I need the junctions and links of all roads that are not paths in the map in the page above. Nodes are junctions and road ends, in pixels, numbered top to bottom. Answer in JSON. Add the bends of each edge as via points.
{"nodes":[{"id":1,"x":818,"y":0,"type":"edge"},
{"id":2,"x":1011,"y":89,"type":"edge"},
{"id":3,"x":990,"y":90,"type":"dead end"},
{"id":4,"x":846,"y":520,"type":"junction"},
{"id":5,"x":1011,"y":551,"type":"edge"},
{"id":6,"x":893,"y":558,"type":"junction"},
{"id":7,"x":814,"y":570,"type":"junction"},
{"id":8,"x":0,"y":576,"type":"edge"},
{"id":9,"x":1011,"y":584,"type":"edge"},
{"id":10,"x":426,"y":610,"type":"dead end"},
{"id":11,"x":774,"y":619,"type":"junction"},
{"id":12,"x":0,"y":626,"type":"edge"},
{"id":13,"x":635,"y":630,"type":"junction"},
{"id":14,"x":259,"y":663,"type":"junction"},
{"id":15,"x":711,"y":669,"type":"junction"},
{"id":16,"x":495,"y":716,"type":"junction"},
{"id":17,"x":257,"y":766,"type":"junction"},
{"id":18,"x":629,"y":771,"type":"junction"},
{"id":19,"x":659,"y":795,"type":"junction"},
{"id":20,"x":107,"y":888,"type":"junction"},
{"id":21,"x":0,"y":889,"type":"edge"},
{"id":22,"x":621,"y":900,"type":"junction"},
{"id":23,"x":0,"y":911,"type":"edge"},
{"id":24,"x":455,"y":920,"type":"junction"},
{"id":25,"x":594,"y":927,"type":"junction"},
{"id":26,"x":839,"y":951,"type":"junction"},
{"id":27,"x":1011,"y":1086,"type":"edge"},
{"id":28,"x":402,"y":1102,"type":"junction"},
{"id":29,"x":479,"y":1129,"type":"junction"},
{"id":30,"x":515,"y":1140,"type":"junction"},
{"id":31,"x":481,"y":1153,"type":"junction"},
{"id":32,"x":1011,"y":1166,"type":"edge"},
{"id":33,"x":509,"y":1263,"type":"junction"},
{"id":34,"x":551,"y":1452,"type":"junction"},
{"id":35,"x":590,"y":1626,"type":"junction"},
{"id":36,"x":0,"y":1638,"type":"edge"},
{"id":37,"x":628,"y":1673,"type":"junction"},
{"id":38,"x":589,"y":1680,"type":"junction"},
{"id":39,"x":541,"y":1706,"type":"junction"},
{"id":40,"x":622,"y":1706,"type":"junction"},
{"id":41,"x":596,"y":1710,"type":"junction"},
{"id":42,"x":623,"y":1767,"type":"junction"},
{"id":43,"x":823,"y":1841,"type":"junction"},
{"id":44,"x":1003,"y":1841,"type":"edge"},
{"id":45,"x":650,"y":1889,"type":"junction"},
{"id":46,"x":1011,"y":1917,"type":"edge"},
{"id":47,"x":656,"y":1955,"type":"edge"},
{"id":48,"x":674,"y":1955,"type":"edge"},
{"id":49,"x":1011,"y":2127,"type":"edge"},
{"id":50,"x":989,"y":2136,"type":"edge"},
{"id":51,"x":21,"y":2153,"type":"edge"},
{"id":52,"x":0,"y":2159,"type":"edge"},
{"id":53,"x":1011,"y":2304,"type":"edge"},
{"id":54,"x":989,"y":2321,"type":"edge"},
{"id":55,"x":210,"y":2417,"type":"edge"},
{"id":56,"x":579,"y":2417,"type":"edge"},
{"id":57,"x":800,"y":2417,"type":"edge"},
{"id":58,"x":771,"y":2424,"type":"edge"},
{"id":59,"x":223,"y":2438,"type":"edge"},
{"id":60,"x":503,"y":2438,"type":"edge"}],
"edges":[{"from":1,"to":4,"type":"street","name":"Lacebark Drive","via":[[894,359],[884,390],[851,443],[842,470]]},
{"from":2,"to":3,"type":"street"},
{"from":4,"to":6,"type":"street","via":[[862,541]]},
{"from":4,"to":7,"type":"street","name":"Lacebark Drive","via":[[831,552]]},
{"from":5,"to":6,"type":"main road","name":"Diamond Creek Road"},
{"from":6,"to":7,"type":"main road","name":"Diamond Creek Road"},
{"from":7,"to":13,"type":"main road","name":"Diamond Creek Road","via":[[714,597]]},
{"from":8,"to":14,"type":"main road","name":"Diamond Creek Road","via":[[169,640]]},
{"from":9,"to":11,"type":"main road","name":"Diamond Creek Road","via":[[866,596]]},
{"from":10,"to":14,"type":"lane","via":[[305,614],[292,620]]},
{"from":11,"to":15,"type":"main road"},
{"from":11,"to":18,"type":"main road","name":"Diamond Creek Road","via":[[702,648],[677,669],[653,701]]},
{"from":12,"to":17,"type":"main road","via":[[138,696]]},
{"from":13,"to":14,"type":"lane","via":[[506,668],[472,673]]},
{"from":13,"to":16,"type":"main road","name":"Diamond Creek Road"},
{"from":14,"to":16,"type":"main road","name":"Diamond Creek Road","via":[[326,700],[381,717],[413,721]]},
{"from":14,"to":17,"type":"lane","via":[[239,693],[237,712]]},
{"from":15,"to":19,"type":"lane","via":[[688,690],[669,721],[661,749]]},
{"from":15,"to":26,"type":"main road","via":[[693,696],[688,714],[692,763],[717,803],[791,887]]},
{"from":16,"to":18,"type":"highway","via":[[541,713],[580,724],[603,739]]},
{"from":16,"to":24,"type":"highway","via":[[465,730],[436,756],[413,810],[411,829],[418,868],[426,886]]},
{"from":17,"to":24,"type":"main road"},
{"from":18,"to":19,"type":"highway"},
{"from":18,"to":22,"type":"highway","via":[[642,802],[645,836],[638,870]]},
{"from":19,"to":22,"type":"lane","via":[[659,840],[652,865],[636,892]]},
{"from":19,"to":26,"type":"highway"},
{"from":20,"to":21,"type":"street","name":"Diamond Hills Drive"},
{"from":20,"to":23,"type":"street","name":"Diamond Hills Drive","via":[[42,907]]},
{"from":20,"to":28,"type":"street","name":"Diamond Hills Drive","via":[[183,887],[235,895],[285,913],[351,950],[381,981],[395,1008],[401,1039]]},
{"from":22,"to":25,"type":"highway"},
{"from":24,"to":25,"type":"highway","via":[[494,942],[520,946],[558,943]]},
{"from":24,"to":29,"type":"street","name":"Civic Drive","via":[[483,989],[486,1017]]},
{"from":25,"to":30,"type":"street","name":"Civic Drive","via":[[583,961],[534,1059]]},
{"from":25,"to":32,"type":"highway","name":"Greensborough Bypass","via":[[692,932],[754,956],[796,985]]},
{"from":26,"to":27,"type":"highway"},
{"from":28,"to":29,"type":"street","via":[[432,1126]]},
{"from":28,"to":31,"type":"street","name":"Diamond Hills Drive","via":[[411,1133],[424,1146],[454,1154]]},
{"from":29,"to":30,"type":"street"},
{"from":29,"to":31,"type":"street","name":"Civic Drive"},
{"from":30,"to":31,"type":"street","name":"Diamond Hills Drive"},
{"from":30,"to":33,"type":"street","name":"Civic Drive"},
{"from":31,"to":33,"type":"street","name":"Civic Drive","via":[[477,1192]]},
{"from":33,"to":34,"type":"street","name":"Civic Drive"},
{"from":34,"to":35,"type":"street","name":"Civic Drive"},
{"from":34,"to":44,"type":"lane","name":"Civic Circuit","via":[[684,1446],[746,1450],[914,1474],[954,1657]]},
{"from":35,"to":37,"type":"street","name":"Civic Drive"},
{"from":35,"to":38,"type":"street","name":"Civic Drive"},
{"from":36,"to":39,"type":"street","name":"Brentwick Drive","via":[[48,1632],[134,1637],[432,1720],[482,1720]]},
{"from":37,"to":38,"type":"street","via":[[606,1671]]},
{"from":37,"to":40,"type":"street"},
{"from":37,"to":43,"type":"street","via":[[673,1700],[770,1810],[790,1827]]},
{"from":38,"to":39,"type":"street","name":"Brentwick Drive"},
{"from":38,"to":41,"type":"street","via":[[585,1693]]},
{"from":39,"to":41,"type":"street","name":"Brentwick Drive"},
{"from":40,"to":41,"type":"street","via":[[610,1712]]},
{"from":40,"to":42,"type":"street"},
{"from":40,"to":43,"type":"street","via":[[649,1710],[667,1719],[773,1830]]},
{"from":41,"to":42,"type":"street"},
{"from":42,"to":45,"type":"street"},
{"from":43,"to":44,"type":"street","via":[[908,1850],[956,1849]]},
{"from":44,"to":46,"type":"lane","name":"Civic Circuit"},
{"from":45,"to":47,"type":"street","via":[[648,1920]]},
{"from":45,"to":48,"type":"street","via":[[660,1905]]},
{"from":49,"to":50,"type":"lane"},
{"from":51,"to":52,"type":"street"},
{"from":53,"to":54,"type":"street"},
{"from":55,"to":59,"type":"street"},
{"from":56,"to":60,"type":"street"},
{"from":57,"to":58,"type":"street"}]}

◆ Required action: In the records, find every line that has the string "main" and copy it.

◆ Output of the exercise:
{"from":5,"to":6,"type":"main road","name":"Diamond Creek Road"},
{"from":6,"to":7,"type":"main road","name":"Diamond Creek Road"},
{"from":7,"to":13,"type":"main road","name":"Diamond Creek Road","via":[[714,597]]},
{"from":8,"to":14,"type":"main road","name":"Diamond Creek Road","via":[[169,640]]},
{"from":9,"to":11,"type":"main road","name":"Diamond Creek Road","via":[[866,596]]},
{"from":11,"to":15,"type":"main road"},
{"from":11,"to":18,"type":"main road","name":"Diamond Creek Road","via":[[702,648],[677,669],[653,701]]},
{"from":12,"to":17,"type":"main road","via":[[138,696]]},
{"from":13,"to":16,"type":"main road","name":"Diamond Creek Road"},
{"from":14,"to":16,"type":"main road","name":"Diamond Creek Road","via":[[326,700],[381,717],[413,721]]},
{"from":15,"to":26,"type":"main road","via":[[693,696],[688,714],[692,763],[717,803],[791,887]]},
{"from":17,"to":24,"type":"main road"},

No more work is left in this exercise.